Ransomware impersonating European police agencies

Ransomware has been around for quite some time and likely won’t disappear soon, as it usually does manage to make inexperienced users fork over to the criminals quite a considerable amount of money in one go.

Users of a number of European countries have lately been targeted with localized social engineering tactics in order to first download the offending malware and then to pay up to make their computers “unblocked”.

Usually distributed via drive-by downloads when the user lands on a page hosting the Exploit kit, the ransomware is downloaded and executed automatically and the users are presented with a warning message seemingly coming from the main law enforcement agency in their country:

According to Microsoft, these warnings currently impersonate the The German Federal Police, GEMA (Germany’s performance rights organization), the Swiss “Federal Department of Justice and Police”, the UK “Metropolitan Police”, the Spanish Police and the Dutch Police.

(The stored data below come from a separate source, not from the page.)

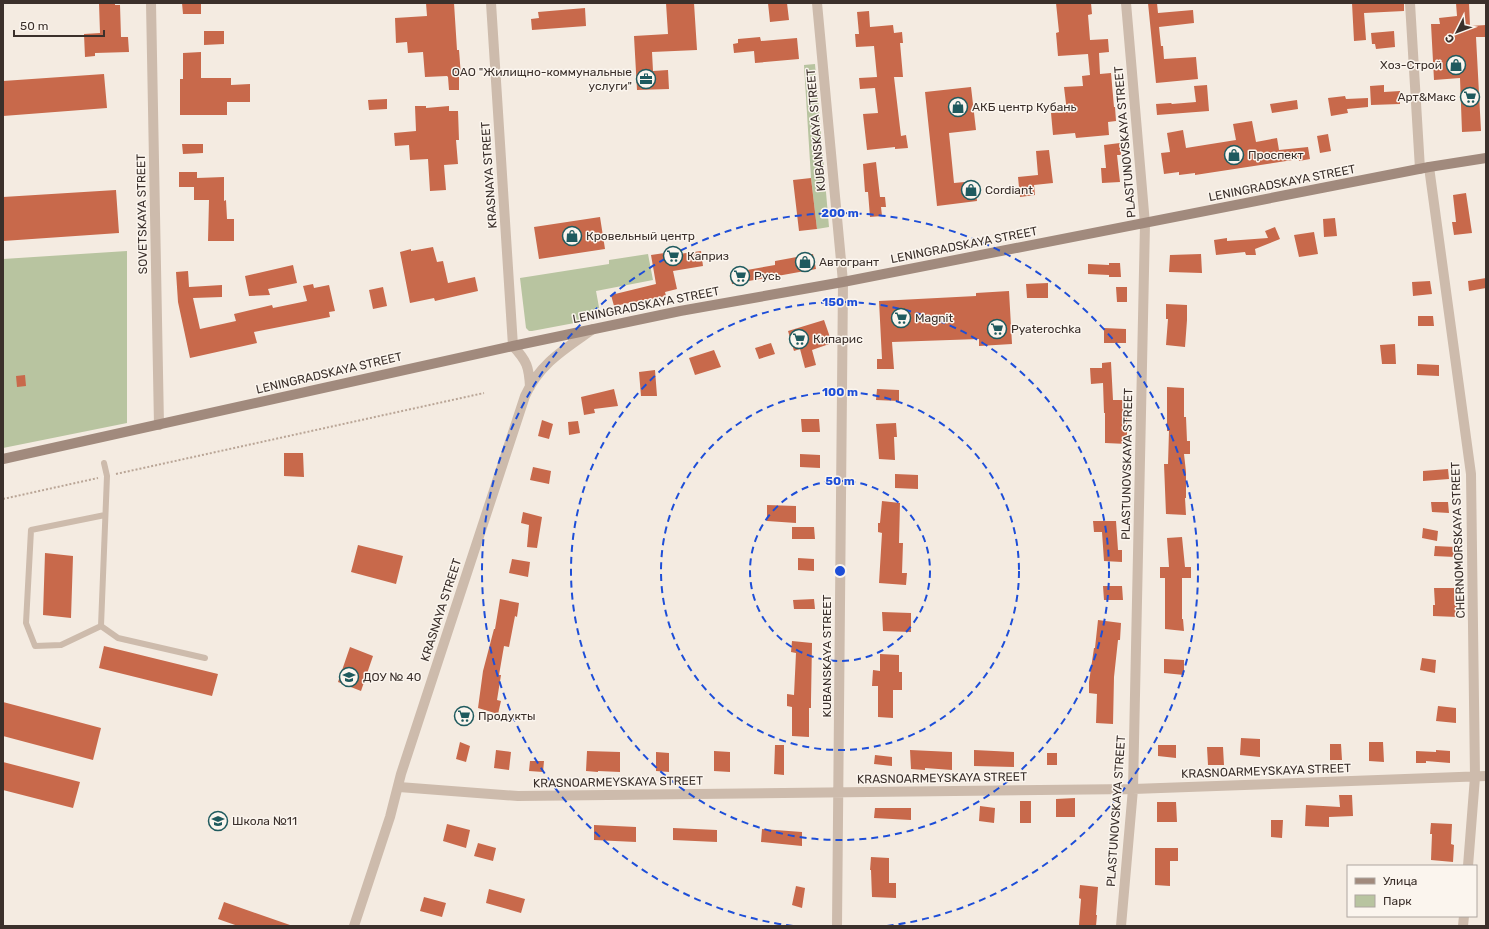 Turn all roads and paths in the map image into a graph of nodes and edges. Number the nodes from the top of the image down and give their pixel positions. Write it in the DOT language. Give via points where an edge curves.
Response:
graph roads {
  1 [pos="152,3"];
  2 [pos="491,3"];
  3 [pos="817,3"];
  4 [pos="1126,3"];
  5 [pos="1410,3"];
  6 [pos="1486,158"];
  7 [pos="1425,168"];
  8 [pos="1145,224"];
  9 [pos="843,282"];
  10 [pos="594,329"];
  11 [pos="513,346"];
  12 [pos="530,387"];
  13 [pos="484,393"];
  14 [pos="159,425"];
  15 [pos="3,459"];
  16 [pos="104,463"];
  17 [pos="106,476"];
  18 [pos="3,498"];
  19 [pos="105,514"];
  20 [pos="101,626"];
  21 [pos="205,658"];
  22 [pos="1486,776"];
  23 [pos="1475,777"];
  24 [pos="399,787"];
  25 [pos="1133,789"];
  26 [pos="839,793"];
  27 [pos="1468,865"];
  28 [pos="354,926"];
  29 [pos="837,926"];
  30 [pos="1121,926"];
  1 -- 14 [label="street, SOVETSKAYA STREET"];
  2 -- 11 [label="street, KRASNAYA STREET"];
  3 -- 9 [label="street, KUBANSKAYA STREET"];
  4 -- 8 [label="street, PLASTUNOVSKAYA STREET"];
  5 -- 7 [label="street, CHERNOMORSKAYA STREET"];
  6 -- 7 [label="main road, LENINGRADSKAYA STREET"];
  7 -- 8 [label="main road, LENINGRADSKAYA STREET"];
  7 -- 23 [label="street, CHERNOMORSKAYA STREET" via="1471,474"];
  8 -- 9 [label="main road, LENINGRADSKAYA STREET"];
  8 -- 25 [label="street, PLASTUNOVSKAYA STREET"];
  9 -- 10 [label="main road, LENINGRADSKAYA STREET"];
  9 -- 26 [label="street, KUBANSKAYA STREET"];
  10 -- 11 [label="main road, LENINGRADSKAYA STREET"];
  10 -- 12 [label="street, KRASNAYA STREET" via="548,362"];
  11 -- 12 [label="street" via="526,362 530,372"];
  11 -- 14 [label="main road, LENINGRADSKAYA STREET"];
  12 -- 24 [label="street, KRASNAYA STREET" via="401,774"];
  13 -- 17 [label="path"];
  14 -- 15 [label="main road, LENINGRADSKAYA STREET"];
  16 -- 17 [label="lane"];
  17 -- 18 [label="path"];
  17 -- 19 [label="lane"];
  19 -- 20 [label="lane"];
  19 -- 20 [label="lane" via="31,530 26,623 35,646 61,645"];
  20 -- 21 [label="lane" via="118,638"];
  22 -- 23 [label="street, KRASNOARMEYSKAYA STREET"];
  23 -- 25 [label="street, KRASNOARMEYSKAYA STREET"];
  23 -- 27 [label="street, CHERNOMORSKAYA STREET"];
  24 -- 26 [label="street, KRASNOARMEYSKAYA STREET" via="518,796"];
  24 -- 28 [label="street, KRASNAYA STREET"];
  25 -- 26 [label="street, KRASNOARMEYSKAYA STREET"];
  25 -- 30 [label="street, PLASTUNOVSKAYA STREET"];
  26 -- 29 [label="street, KUBANSKAYA STREET"];
}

The message these warnings contain is always the same – “Attention! Illegal activity was detected. The operating system was locked for infringement against the laws of [name of the country]. Your IP address is [the user’s IP address, as provided by the geolocation service the malware queries].”

It then proceeds to accuse the users of many illegal activities and asks them to pay a fine via Paysafecard or Ukash within 24 hours if they don’t want to have the contents of their hard disks deleted.

The fines in question vary: 50-250 euros for German users, 100 euros for Spanish and Dutch ones, 75 British pounds for Brits, and 100 francs for the Swiss. Microsoft researchers say that the pages hosting the malware are pretty adept at spotting from which country the user is connected to the Internet, so most of the time they are served with the right localized version of the scareware.

“All the localized versions of the ransomware that we’ve encountered so far, except for the more recent GEMA case, have a very similar codebase,” they say. “The HTML front-end has been translated, while the back-end stays almost the same, with the exception of some obfuscation layers. This fact indicates that they were created by the same gang, which has put some effort into designing an easy-to-localize solution.”

They warn users that even if they do pay the requested fine, their action will not resolve their problem. When the user pays the fine, receives a code for it and posts it to the server owned by the perpetrators of the scam, the response is discarded, and the computer remains locked.